ICU-23395 Fix out-of-bounds read in expandCompositCharAtNear()#3963
ICU-23395 Fix out-of-bounds read in expandCompositCharAtNear()#3963TristanInSec wants to merge 1 commit into
Conversation
39a7a26 to
1e6dc81
Compare
|
Hooray! The files in the branch are the same across the force-push. 😃 ~ Your Friendly Jira-GitHub PR Checker Bot |
|
Please
|
|
Hi @markusicu, Done:
Note that this is a different bug class from the deserialization issues in #3961/#3962/#3964. The off-by-one in Best regards, |
|
Hi @TristanInSec , thank you! I started the CI checks, there are failures. Please take a look. Also, we have a Java version of this API: Would you mind taking a look at the Java code to see if it has similar buffer handling, and adding an equivalent unit test case? |
|
Hi @markusicu, thanks for the review! I fixed the CI failures -- the test was incorrectly treating I also checked the Java |
226fd33 to
6180349
Compare
|
Notice: the branch changed across the force-push!

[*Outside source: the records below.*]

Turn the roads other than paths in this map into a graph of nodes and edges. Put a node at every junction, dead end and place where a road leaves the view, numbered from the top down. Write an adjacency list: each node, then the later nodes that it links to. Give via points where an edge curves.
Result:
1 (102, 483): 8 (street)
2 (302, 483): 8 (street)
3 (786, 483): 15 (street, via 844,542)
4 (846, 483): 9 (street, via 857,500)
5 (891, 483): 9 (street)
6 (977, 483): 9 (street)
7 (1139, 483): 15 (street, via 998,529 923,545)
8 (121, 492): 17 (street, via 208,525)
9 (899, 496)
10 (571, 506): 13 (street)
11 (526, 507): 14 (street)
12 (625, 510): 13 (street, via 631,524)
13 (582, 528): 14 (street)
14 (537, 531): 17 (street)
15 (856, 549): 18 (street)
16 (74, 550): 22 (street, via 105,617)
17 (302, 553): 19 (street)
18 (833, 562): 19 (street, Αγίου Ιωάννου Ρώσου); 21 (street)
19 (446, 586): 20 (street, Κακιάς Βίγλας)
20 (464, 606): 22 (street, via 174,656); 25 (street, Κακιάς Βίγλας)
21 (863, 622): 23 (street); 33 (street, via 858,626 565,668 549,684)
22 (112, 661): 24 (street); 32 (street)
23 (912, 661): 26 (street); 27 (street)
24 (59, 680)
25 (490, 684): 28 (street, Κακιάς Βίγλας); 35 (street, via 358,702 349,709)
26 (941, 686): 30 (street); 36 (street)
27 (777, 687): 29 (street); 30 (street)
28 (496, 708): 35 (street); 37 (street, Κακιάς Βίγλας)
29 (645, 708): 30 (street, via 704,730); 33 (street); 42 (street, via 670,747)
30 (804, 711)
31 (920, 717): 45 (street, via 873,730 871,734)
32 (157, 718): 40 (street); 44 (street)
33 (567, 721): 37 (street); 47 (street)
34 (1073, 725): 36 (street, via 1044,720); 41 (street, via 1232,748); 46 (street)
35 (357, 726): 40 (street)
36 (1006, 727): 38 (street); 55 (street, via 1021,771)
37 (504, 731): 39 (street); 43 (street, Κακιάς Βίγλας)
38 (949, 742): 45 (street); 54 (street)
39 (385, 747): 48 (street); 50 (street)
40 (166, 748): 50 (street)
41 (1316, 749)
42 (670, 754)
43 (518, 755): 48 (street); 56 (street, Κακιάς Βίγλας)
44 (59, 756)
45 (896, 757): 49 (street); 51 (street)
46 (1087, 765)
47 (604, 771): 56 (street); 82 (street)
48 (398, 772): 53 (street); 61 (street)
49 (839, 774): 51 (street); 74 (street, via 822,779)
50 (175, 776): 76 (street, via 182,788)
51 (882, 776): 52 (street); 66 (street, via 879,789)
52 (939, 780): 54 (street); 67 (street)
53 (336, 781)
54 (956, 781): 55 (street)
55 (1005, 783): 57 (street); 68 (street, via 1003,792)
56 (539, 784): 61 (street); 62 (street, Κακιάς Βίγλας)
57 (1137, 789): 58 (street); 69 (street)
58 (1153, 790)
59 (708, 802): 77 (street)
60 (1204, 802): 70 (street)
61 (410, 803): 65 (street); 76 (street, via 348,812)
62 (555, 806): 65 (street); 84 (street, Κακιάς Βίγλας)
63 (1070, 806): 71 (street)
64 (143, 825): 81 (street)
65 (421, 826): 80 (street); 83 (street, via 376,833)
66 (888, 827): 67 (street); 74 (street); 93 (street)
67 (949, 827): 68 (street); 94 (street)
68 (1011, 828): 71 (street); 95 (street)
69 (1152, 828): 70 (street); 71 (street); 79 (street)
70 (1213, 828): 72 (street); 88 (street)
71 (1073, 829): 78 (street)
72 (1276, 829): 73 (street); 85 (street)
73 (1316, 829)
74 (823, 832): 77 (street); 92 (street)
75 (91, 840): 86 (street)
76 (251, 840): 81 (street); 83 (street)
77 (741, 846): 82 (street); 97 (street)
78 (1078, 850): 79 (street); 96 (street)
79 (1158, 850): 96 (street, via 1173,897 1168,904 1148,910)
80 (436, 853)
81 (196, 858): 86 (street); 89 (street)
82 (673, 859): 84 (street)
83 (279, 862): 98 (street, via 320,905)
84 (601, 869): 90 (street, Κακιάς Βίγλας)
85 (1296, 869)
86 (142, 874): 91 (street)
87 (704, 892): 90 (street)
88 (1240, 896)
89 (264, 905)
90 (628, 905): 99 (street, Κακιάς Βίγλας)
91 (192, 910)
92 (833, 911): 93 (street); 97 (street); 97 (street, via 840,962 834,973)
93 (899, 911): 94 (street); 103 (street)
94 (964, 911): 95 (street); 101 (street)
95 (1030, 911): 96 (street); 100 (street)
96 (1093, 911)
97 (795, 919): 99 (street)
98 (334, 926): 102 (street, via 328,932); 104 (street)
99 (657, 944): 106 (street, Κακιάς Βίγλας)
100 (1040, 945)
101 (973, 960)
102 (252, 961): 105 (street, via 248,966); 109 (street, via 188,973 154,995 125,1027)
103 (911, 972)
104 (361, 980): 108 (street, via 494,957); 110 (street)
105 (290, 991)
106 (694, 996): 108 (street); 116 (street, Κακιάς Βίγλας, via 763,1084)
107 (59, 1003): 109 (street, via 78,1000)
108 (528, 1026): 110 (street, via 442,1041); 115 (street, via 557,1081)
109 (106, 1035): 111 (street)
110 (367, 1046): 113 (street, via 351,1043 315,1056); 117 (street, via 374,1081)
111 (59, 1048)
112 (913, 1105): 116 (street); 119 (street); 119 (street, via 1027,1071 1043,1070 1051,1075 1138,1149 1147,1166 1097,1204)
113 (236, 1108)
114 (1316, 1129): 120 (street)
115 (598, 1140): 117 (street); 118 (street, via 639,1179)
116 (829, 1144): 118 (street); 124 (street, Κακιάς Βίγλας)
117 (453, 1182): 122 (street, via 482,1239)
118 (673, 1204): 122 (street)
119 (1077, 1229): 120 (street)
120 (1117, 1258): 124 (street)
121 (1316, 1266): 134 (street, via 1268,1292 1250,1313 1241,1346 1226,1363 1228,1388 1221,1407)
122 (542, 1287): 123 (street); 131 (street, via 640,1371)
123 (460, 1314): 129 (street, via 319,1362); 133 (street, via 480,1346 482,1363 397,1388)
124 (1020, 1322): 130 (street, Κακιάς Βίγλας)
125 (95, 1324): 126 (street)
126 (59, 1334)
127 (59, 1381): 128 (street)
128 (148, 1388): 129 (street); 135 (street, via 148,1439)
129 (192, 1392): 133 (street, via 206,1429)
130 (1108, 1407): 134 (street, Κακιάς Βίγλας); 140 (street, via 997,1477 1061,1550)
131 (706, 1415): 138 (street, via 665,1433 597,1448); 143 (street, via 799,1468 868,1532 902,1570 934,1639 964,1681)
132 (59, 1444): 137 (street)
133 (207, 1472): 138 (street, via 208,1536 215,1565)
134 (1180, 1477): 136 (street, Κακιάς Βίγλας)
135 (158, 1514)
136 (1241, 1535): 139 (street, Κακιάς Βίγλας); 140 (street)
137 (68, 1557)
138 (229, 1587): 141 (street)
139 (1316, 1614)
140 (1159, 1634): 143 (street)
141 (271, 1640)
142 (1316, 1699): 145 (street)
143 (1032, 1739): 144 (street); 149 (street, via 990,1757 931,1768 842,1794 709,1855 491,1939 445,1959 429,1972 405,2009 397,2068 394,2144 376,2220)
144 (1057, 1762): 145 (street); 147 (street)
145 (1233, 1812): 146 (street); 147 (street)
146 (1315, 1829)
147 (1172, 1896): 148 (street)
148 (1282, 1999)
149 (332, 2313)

~ Your Friendly Jira-GitHub PR Checker Bot |
|
Hi @markusicu, Checked the Java counterpart. The Java The other Could you re-trigger the CI on the latest commit when you get a chance? The test fix from the last push should resolve the earlier failures. Thanks, |
|
Hi, apologies for the delayed response. In general it would be a good idea to try to make your inputs as simple as possible so that we can actually tell what the desired behaviour would be in the test case. It should be possible (indeed it is possible, see below) to reproduce the issue on something simpler than your In addition, this test case surely does not exercise an out-of-bounds read; icu/icu4c/source/common/ushape.cpp Line 1501 in 5650473 which is comfortably larger than your sourceLength of 86.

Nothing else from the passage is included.